The animal that gives this place its name is almost never seen. The long-tailed chinchilla is small, dusk-loving, and shy, sheltering in rocky crevices through the heat of the day in the scrubby hills near Aucó, in Chile's Coquimbo Region. A century ago its survival looked impossible. The chinchilla's fur - denser and softer than almost any mammal's on Earth, with dozens of hairs growing from a single follicle - made it so prized by the fur trade that hunters drove the wild population to the brink, and by the early twentieth century the species was widely believed to be extinct. Las Chinchillas National Reserve exists because it wasn't.
Established in the 1980s and managed by Chile's National Forest Corporation, CONAF, the reserve covers roughly 4,200 hectares of the dry matorral that defines this stretch of the country - sun-baked slopes, thornscrub, and cactus, a landscape that looks far too harsh to be a refuge. Yet it is the only protected area in the world dedicated specifically to the Chilean chinchilla, Chinchilla lanigera, a species that remains endangered today. The reserve does not hold all of them. Only about half of the wild chinchillas live within its boundaries; the rest survive on neighboring private and communally owned land, which means the animal's fate is bound up with the people who share these hills.
The chinchilla's world is one of patience and twilight. It emerges as the sun drops, foraging among the rocks where it can vanish in an instant, and spends the dangerous daylight hours wedged into crevices out of the heat and out of sight. Surviving in this dry country means wasting nothing - little water, careful movement, the cover of stone and shadow. The fur that nearly doomed the species is also what lets it endure the cold Andean-foothill nights at altitude, a coat so dense it traps a layer of warmth no predator's chill can easily reach. That same density is its tragedy: because each follicle sprouts so many hairs, a single full-length garment once required the pelts of dozens of animals, and the math of fashion ran straight toward extinction. Watching one slip between boulders at dusk, it is hard to reconcile this small, wary survivor with the global trade that nearly erased it.
The chinchilla is the headline, but the reserve shelters a whole community of dryland life. Two species of fox patrol the slopes, and pumas move through the surrounding hills. Overhead the bird life is rich and distinctly Chilean: the Chilean mockingbird and Chilean tinamou, the long-tailed meadowlark with its scarlet breast, the moustached turca, and the broad-winged Harris's hawk. After dark the chinchilla shares its hours with owls - the burrowing owl that nests in the ground, the tiny austral pygmy-owl, and the great horned owl. And on the right day, riding the thermals above the matorral, the Andean condor crosses the sky, its wingspan a reminder of how close the high Andes loom over this fragile lowland sanctuary.

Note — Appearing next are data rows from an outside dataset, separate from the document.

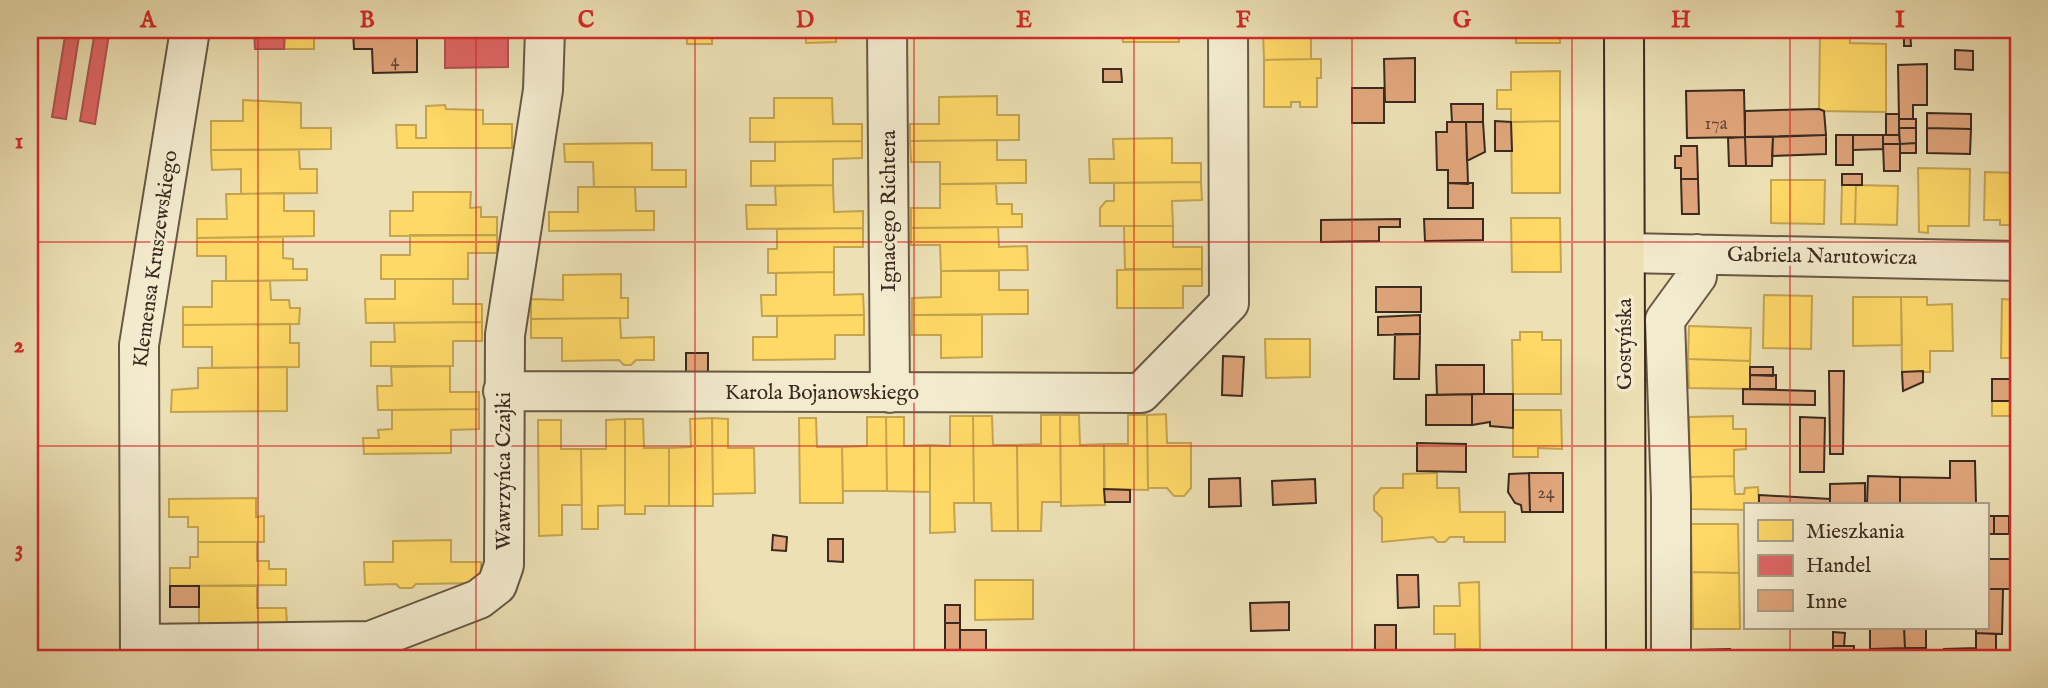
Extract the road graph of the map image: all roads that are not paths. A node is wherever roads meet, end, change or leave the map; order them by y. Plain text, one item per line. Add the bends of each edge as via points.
1 (190, 30) edge
2 (545, 30) edge
3 (887, 30) edge
4 (1228, 30) edge
5 (1624, 30) edge
6 (1626, 253) junction
7 (1698, 254) junction
8 (2018, 261) edge
9 (503, 391) junction
10 (890, 393) junction
11 (140, 651) edge
12 (1626, 658) edge
13 (1671, 658) edge

1 - 11 street, Klemensa Kruszewskiego via 139,345
2 - 9 street, Wawrzyńca Czajki via 543,90 505,335
3 - 10 street, Ignacego Richtera
4 - 10 street, Karola Bojanowskiego via 1229,303 1141,393
5 - 6 main road, Gostyńska
6 - 7 street, Gabriela Narutowicza
6 - 12 main road, Gostyńska
7 - 8 street, Gabriela Narutowicza
7 - 13 street via 1697,276 1665,320
9 - 10 street, Karola Bojanowskiego
9 - 11 street, Wawrzyńca Czajki via 504,565 497,586 479,599 370,642

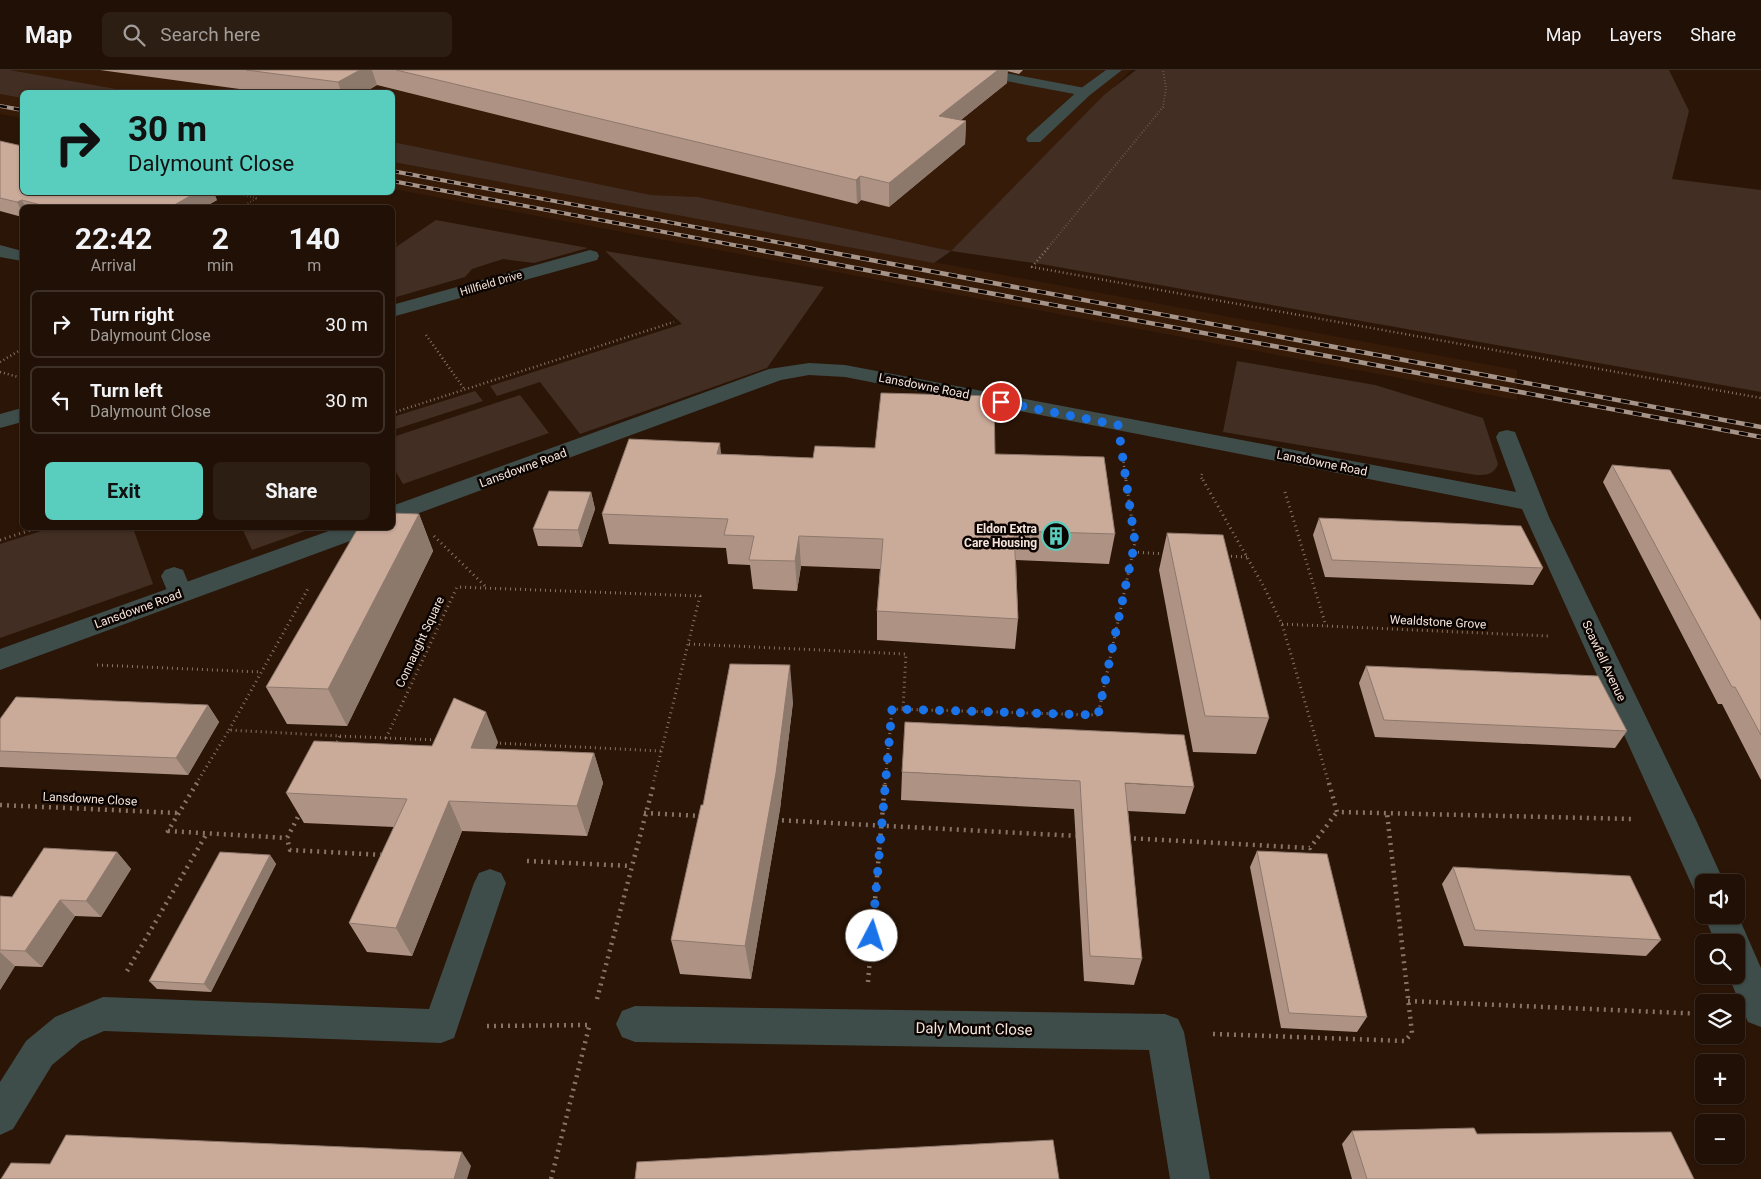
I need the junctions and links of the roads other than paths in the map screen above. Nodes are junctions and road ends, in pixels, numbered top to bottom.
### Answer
1 (969, 70) edge
2 (1115, 70) edge
3 (1085, 92) junction
4 (1034, 139) dead end
5 (0, 251) edge
6 (20, 256) edge
7 (590, 256) dead end
8 (399, 309) edge
9 (20, 416) edge
10 (0, 421) edge
11 (1507, 437) dead end
12 (1532, 503) junction
13 (399, 513) edge
14 (348, 532) edge
15 (0, 660) edge
16 (1704, 874) edge
17 (490, 883) dead end
18 (1745, 973) edge
19 (1761, 1010) edge
20 (635, 1024) road end
21 (0, 1116) edge
22 (1190, 1179) edge

1 - 3 lane
2 - 3 street
3 - 4 street
5 - 6 street
7 - 8 street, Hillfield Drive
9 - 10 street
11 - 12 street, Scawfell Avenue
12 - 13 street, Lansdowne Road
12 - 16 street, Scawfell Avenue
14 - 15 street, Lansdowne Road
17 - 21 lane
18 - 19 street
20 - 22 street, Daly Mount Close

Protecting a single endangered rodent in a working landscape is quiet, unglamorous work. There are no dramatic vistas here to draw crowds, only the slow business of keeping habitat intact and giving a creature once written off as gone the room to persist. Because half the chinchillas live outside the boundaries, that work depends on the cooperation of the families who farm and graze these hills - conservation here is as much about neighbors as about fences. The threats have not vanished, either; mining interest in the surrounding land keeps the future uncertain. Yet the reserve's existence is itself the argument: a species declared extinct can, with deliberate effort, be found alive and held on to. In the dry hills near Aucó, that effort continues every night the chinchillas come out to forage among the rocks, still here, still wild - proof that what looks lost is not always gone.
Las Chinchillas National Reserve sits near Aucó in the Choapa Province of Chile's Coquimbo Region, around 31.51 degrees south, 71.09 degrees west, in the arid hills inland from the Pacific. From a viewing altitude of 5,000 to 8,000 feet, the brown folded ranges of the matorral, the Illapel and Choapa river valleys, and the distant snow line of the Andes to the east provide orientation. The nearest major airport is La Florida Airport at La Serena (ICAO: SCSE), roughly 70 nautical miles northwest along the coast; Santiago's Arturo Merino Benitez International (ICAO: SCEL) lies well to the south. This region is among the driest and clearest in central Chile, with reliably good visibility year-round and only occasional coastal cloud creeping inland from the west.